[Data excerpts]
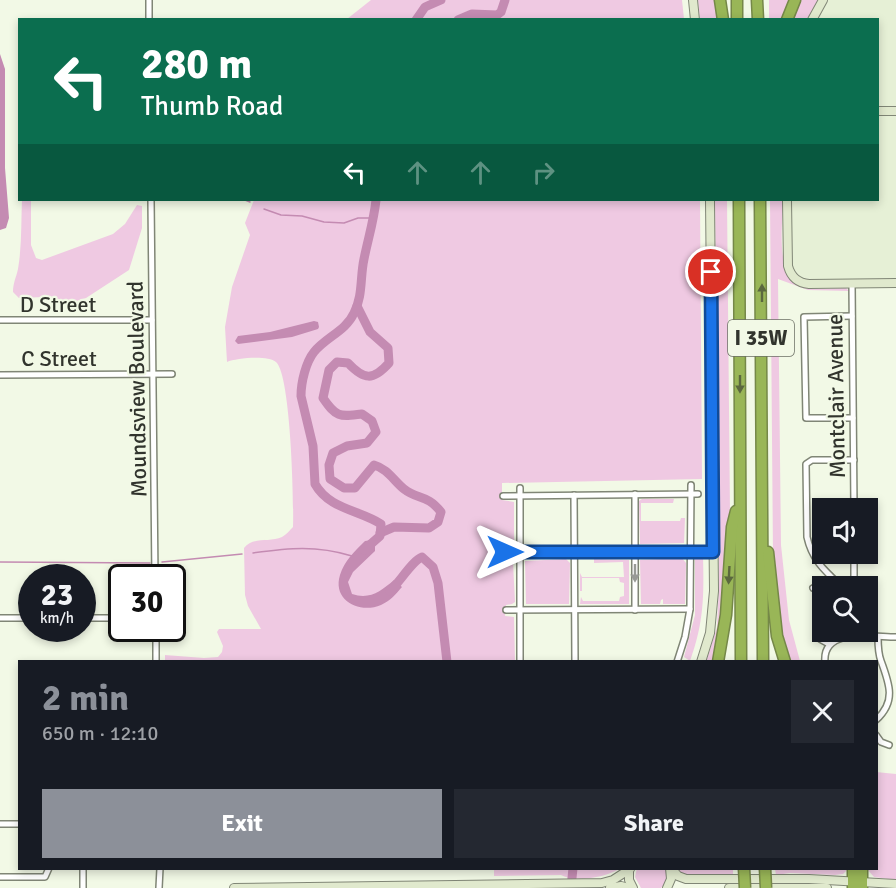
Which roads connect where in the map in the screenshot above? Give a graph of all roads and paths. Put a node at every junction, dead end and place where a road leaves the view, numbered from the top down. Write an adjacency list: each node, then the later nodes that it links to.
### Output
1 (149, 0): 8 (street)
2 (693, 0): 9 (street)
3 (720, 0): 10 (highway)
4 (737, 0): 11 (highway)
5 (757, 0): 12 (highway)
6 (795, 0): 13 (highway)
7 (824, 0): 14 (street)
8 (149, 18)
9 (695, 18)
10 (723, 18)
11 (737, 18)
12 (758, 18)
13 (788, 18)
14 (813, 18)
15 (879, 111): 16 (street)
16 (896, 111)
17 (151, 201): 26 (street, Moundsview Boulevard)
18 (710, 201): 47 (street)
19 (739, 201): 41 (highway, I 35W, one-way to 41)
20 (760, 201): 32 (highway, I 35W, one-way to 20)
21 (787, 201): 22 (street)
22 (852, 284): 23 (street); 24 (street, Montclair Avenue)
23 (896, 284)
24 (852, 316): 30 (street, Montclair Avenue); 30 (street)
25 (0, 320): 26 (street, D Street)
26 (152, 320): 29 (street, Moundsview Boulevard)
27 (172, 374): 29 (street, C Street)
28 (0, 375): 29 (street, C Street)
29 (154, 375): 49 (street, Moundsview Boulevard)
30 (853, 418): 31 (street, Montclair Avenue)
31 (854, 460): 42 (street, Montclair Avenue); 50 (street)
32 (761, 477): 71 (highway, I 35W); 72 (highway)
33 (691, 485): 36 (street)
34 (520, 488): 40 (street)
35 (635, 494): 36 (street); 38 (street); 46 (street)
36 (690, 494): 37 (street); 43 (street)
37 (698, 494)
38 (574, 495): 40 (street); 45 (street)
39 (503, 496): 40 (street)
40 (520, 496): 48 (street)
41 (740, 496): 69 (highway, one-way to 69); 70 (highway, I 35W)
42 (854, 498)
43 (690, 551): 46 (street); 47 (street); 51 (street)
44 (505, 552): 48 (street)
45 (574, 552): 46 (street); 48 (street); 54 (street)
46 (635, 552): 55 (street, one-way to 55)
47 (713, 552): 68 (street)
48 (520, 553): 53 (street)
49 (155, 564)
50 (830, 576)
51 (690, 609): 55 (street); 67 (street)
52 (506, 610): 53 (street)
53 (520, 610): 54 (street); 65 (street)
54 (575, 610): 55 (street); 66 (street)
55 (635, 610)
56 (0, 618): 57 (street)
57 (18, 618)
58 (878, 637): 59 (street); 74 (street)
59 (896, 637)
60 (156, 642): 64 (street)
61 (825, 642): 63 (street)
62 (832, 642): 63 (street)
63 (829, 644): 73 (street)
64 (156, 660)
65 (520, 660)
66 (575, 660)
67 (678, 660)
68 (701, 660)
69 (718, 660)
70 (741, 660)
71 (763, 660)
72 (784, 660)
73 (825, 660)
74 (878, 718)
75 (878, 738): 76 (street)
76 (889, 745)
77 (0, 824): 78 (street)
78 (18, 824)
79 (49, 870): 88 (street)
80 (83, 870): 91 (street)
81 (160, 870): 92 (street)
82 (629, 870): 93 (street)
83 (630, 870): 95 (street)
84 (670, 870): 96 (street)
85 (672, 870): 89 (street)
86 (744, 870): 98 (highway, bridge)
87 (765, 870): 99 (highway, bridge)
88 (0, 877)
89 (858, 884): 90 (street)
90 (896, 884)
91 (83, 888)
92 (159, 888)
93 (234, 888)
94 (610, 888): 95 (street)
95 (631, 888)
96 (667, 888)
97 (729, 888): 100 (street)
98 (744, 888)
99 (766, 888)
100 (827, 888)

* WHAT YOU WILL DO
The answer must consist of every line above that holds the string "Moundsview", copied exactly.

* OUTPUT OF THE EXERCISE
17 (151, 201): 26 (street, Moundsview Boulevard)
26 (152, 320): 29 (street, Moundsview Boulevard)
29 (154, 375): 49 (street, Moundsview Boulevard)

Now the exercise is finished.